> _Work instructions_
Scan the records that follow, and whenever a line has the word "wrist", copy it.

> _Exercise input_
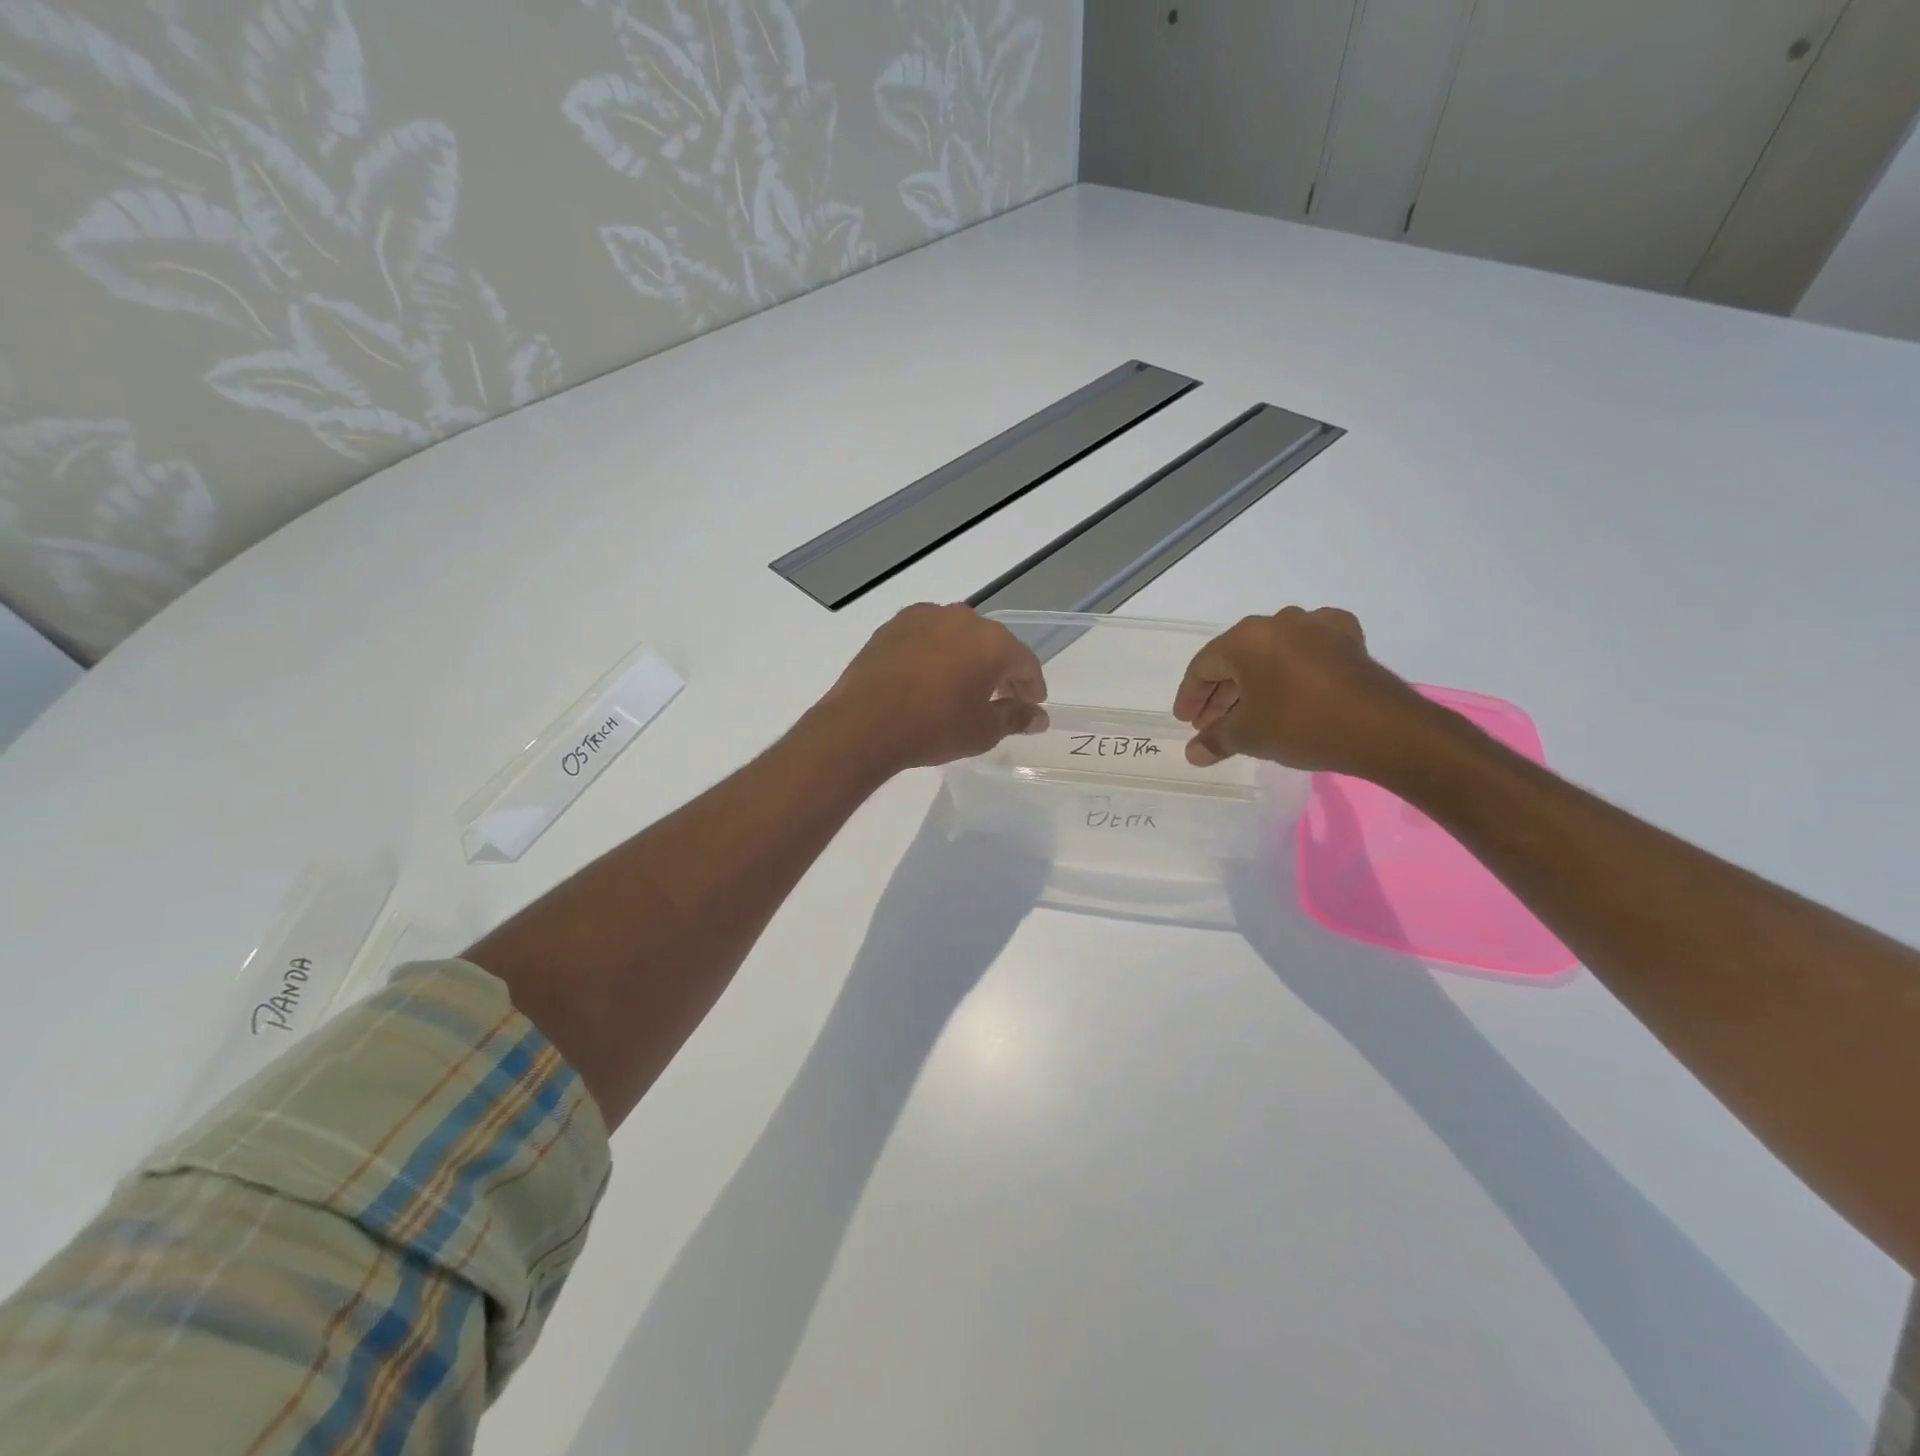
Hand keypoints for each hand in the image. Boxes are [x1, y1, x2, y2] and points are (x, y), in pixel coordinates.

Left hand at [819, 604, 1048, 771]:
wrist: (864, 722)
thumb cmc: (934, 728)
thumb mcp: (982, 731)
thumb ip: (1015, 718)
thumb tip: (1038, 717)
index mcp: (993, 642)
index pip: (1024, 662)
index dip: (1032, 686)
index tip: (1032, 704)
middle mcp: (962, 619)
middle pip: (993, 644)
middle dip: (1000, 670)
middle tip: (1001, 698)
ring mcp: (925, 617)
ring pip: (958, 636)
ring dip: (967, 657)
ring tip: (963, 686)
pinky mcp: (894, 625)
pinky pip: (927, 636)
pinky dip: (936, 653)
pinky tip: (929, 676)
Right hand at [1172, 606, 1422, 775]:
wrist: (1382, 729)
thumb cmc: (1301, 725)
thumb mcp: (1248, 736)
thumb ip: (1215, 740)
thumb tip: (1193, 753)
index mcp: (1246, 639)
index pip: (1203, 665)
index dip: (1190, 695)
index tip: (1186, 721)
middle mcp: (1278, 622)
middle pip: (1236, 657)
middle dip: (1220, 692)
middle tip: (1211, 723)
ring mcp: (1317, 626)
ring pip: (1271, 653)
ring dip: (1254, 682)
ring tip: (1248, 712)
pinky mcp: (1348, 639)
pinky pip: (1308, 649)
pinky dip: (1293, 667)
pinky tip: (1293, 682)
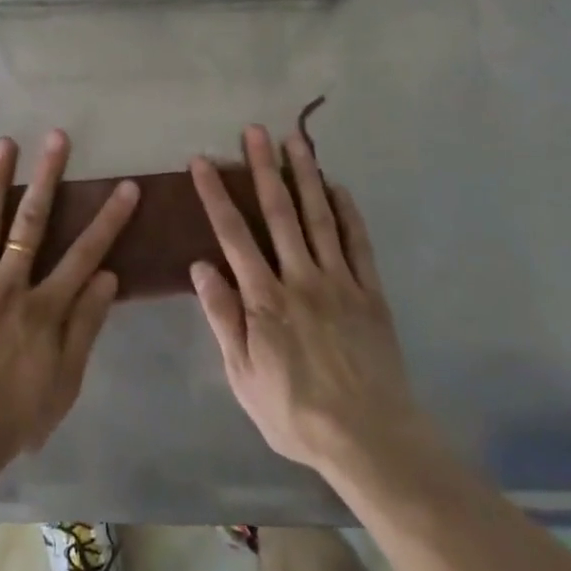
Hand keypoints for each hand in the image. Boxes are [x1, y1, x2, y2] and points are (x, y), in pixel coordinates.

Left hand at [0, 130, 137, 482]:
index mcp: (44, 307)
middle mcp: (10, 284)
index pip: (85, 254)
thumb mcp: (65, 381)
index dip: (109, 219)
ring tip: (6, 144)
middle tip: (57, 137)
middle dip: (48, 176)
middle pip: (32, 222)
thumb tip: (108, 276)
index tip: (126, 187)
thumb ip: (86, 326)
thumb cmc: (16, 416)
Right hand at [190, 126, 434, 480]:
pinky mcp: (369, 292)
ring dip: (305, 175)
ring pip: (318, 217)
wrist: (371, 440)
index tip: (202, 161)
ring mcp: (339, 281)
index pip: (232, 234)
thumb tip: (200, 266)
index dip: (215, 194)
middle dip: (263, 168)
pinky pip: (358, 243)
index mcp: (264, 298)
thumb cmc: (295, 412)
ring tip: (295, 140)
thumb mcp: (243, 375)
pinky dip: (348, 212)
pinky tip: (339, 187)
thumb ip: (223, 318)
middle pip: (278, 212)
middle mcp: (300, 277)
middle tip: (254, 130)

...

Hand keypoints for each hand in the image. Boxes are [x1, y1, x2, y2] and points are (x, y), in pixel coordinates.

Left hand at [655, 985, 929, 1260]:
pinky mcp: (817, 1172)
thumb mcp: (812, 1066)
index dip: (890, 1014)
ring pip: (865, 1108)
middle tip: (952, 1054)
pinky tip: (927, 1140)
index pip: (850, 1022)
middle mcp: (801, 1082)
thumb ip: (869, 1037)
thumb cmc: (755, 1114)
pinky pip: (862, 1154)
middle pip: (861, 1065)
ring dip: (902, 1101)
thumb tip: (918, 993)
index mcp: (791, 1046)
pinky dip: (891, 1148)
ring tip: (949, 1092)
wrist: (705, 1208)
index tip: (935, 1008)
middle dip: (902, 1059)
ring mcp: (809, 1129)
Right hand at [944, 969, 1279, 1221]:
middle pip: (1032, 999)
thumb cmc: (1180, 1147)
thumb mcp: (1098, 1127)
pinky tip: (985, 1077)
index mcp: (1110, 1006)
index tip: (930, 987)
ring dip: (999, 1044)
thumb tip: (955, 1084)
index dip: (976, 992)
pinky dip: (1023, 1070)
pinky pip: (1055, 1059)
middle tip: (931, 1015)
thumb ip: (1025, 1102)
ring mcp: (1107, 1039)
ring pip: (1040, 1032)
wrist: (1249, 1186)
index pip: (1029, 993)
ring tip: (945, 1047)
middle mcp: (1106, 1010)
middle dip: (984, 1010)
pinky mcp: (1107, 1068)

* * *

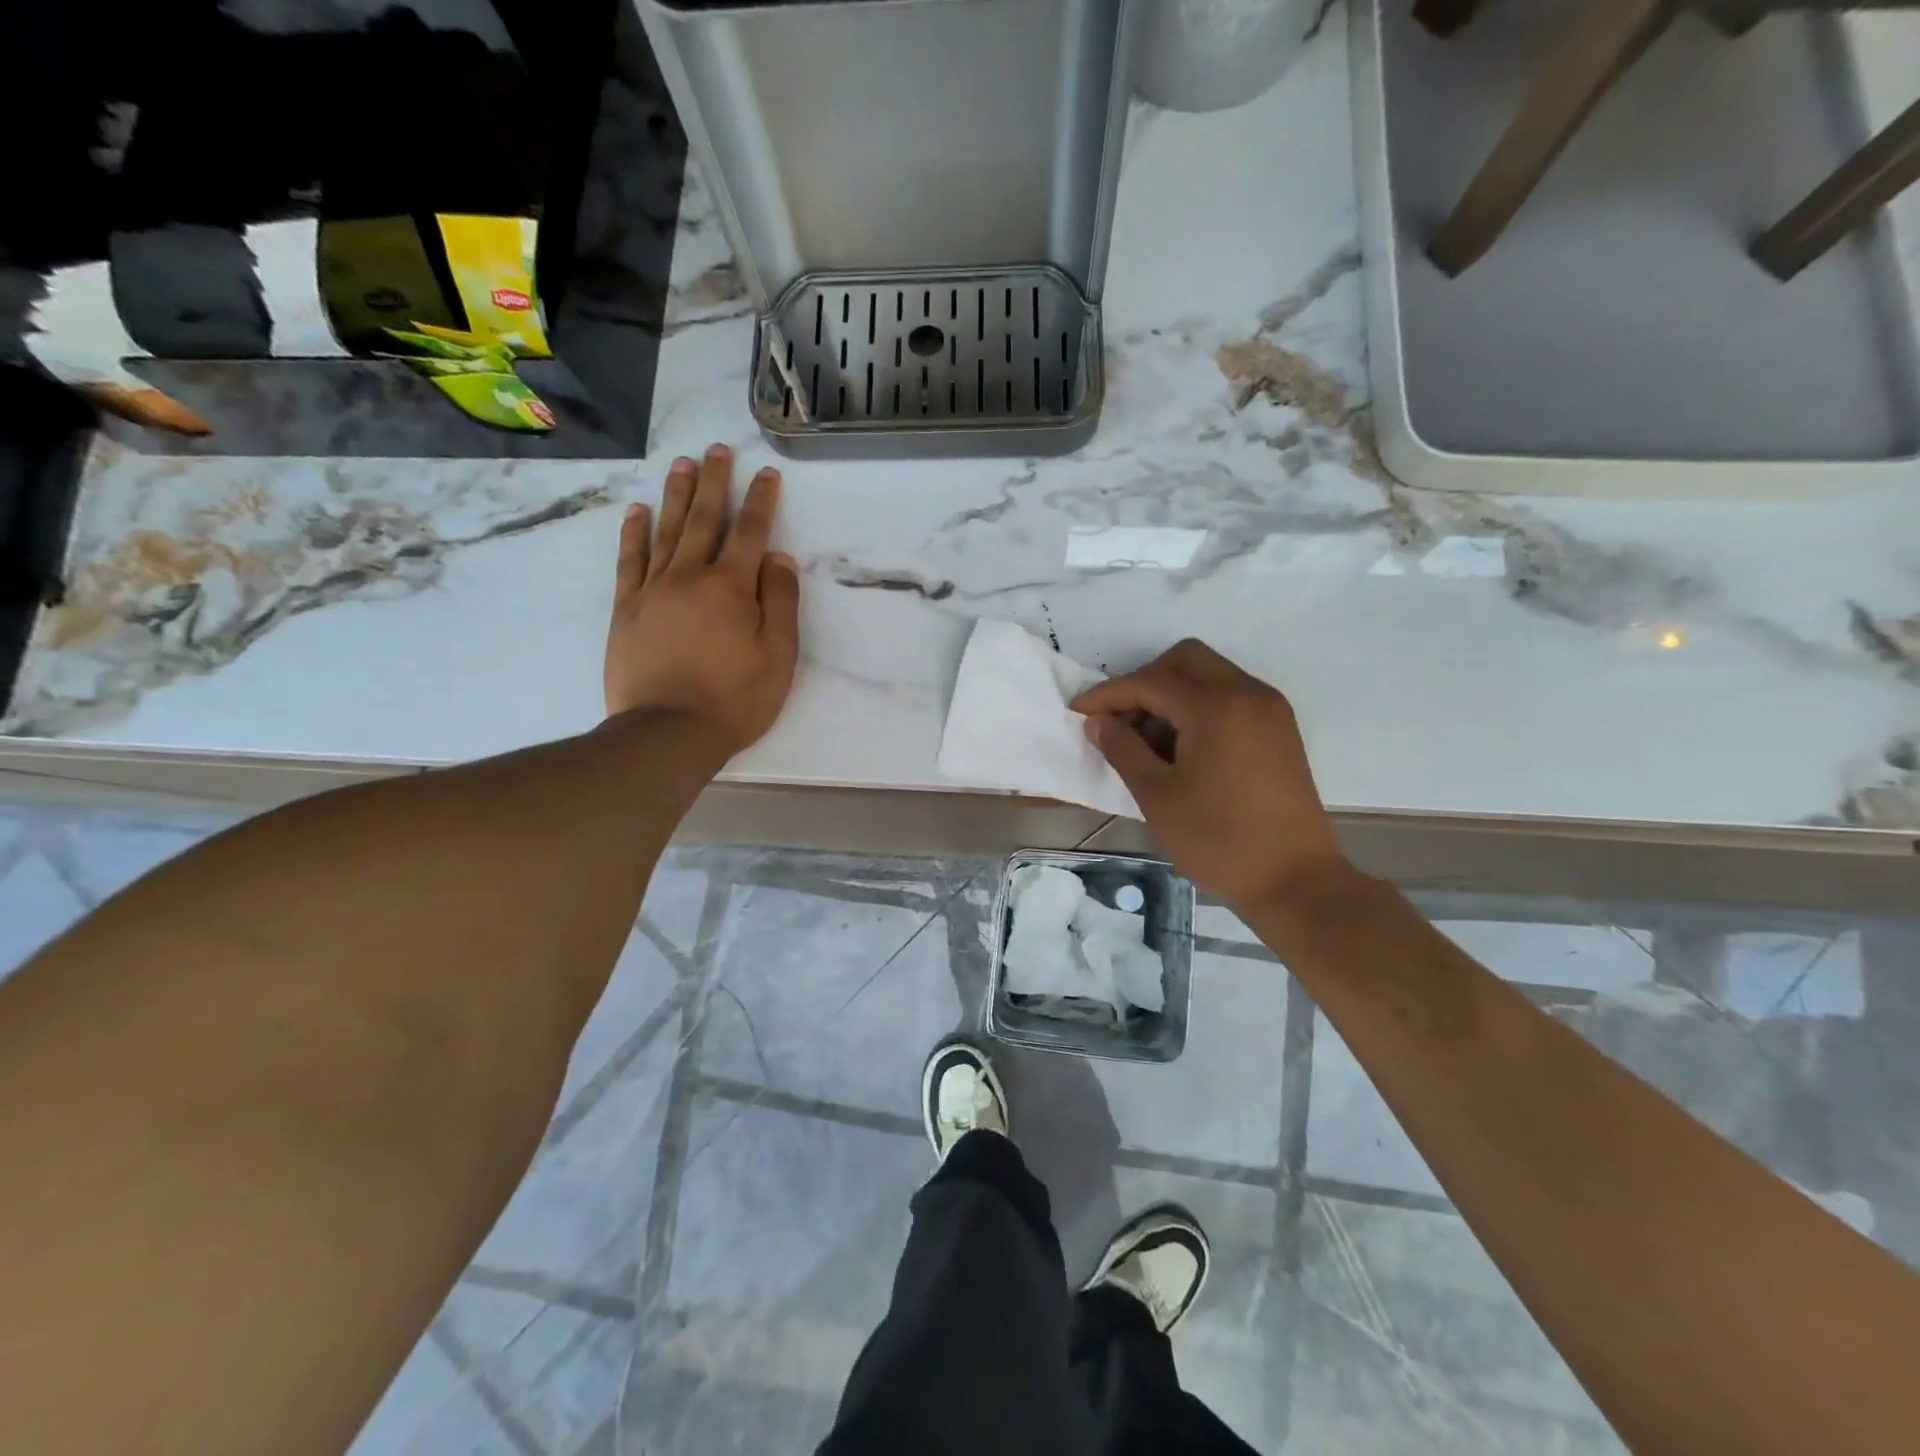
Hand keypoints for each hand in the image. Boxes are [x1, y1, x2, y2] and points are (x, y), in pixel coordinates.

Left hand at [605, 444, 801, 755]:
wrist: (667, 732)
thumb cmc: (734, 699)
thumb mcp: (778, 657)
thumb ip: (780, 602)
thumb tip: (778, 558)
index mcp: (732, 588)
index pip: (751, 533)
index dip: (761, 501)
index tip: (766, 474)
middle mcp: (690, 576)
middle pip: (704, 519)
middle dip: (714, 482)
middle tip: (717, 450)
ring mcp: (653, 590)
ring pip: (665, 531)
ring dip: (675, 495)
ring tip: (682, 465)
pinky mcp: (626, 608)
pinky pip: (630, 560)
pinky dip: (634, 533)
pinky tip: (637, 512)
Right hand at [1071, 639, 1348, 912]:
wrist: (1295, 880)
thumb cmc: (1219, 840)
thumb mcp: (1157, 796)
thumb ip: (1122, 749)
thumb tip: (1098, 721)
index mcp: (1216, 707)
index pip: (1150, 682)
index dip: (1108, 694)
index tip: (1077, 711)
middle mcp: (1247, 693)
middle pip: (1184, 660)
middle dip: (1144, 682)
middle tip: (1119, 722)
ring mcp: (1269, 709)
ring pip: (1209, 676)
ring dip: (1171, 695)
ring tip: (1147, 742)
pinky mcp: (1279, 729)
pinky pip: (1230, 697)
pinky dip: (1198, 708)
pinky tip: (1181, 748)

> _The answer_
wrist: (864, 722)
wrist: (1382, 729)
wrist: (371, 440)
wrist: (705, 1208)
wrist: (1249, 1186)
wrist: (667, 732)
wrist: (1295, 880)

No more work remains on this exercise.